ABOUT THIS TASK
Look for the word "CUITZEO" in the data below, and copy every line that holds it.

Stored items
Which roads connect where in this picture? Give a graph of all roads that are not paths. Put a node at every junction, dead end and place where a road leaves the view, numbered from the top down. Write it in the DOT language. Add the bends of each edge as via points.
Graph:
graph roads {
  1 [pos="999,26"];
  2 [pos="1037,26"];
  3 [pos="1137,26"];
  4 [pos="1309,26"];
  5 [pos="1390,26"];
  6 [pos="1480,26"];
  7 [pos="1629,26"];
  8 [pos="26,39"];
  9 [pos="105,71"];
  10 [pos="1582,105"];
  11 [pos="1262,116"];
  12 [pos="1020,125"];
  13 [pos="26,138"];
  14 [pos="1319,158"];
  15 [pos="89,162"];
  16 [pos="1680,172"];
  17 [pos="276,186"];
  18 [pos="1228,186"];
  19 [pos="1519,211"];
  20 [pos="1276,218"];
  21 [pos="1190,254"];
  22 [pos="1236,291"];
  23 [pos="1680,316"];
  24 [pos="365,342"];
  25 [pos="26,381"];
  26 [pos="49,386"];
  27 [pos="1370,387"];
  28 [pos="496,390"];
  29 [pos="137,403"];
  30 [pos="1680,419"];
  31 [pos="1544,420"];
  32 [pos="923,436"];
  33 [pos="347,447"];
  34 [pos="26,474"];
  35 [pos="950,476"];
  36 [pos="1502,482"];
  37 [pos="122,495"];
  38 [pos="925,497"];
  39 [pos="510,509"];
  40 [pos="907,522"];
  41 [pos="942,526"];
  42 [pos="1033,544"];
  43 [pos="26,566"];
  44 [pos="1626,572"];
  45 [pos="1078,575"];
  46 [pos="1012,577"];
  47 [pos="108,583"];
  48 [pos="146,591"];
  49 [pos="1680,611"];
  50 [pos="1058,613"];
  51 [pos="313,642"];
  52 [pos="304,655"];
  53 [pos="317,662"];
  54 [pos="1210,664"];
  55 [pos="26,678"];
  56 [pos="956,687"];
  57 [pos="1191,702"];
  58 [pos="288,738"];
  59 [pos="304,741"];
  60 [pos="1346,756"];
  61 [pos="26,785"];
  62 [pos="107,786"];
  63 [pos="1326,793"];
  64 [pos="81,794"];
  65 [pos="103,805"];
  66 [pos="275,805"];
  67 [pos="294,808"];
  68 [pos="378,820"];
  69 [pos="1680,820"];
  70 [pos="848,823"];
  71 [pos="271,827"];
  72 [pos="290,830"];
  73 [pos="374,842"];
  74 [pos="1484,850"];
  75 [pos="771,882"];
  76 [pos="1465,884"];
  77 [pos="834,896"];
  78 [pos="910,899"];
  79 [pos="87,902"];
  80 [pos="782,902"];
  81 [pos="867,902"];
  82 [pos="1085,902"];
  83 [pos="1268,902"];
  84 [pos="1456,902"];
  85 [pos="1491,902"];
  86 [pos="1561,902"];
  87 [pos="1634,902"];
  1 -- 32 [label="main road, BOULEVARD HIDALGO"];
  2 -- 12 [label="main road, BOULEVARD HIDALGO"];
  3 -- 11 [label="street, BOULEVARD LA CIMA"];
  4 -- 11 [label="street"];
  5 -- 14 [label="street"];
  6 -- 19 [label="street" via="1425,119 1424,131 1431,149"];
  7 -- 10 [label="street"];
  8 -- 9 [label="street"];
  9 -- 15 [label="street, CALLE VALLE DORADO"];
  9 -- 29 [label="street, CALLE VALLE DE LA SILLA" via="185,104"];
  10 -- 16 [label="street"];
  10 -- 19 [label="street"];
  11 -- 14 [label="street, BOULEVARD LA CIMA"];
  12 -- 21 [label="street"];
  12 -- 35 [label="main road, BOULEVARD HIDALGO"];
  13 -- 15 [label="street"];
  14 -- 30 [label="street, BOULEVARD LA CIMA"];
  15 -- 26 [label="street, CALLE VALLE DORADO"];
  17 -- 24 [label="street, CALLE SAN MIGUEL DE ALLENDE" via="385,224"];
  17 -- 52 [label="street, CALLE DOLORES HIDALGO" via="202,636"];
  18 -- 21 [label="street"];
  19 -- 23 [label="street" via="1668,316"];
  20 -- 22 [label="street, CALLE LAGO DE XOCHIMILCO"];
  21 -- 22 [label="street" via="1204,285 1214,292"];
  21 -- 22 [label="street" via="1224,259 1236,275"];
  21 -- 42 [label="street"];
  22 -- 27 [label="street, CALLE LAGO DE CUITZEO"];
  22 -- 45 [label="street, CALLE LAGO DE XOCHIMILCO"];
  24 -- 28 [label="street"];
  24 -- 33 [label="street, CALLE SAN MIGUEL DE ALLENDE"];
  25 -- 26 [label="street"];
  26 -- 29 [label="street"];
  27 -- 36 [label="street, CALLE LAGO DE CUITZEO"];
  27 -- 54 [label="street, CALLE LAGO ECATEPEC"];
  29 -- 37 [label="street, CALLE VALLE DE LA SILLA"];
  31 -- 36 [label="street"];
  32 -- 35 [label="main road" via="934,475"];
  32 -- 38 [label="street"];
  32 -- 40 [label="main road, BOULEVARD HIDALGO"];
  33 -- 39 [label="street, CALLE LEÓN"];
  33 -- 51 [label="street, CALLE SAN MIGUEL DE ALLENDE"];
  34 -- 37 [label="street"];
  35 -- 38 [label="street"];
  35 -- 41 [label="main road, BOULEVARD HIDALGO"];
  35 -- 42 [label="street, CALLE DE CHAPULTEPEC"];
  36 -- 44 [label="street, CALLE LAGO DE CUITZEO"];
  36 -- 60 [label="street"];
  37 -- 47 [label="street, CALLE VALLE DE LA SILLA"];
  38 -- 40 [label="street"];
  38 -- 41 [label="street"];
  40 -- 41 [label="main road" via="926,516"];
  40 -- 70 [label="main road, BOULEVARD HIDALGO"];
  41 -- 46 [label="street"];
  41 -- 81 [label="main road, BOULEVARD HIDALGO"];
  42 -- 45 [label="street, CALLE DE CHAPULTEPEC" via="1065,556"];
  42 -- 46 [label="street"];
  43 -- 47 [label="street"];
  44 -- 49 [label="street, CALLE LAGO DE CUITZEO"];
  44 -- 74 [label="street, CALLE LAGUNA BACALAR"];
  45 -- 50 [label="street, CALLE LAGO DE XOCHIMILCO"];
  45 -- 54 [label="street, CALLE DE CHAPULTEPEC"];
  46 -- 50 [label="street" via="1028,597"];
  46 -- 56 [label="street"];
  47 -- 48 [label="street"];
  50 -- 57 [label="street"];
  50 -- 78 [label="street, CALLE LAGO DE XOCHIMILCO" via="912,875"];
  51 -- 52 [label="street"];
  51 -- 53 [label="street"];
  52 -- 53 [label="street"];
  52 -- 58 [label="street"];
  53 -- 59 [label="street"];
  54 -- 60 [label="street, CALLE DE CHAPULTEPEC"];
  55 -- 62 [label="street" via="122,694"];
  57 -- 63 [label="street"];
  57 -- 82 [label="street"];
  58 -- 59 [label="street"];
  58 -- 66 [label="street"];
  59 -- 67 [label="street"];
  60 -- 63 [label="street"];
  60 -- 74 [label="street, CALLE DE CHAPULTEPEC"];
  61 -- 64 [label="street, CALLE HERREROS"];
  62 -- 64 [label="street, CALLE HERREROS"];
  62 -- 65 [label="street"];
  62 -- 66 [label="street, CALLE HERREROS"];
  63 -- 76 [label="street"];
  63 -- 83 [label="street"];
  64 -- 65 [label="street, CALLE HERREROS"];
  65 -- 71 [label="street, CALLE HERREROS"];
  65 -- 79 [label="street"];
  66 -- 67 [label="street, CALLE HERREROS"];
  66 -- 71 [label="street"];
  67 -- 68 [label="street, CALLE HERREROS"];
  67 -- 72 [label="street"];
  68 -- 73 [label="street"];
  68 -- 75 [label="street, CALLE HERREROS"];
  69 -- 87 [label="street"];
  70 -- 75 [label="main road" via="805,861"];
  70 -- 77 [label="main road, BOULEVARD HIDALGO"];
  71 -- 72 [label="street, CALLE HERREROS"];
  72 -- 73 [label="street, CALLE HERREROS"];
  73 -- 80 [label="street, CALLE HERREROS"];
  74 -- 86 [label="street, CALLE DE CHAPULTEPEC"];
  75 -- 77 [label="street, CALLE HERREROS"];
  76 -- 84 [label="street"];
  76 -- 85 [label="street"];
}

YOUR RESPONSE
  22 -- 27 [label="street, CALLE LAGO DE CUITZEO"];
  27 -- 36 [label="street, CALLE LAGO DE CUITZEO"];
  36 -- 44 [label="street, CALLE LAGO DE CUITZEO"];
  44 -- 49 [label="street, CALLE LAGO DE CUITZEO"];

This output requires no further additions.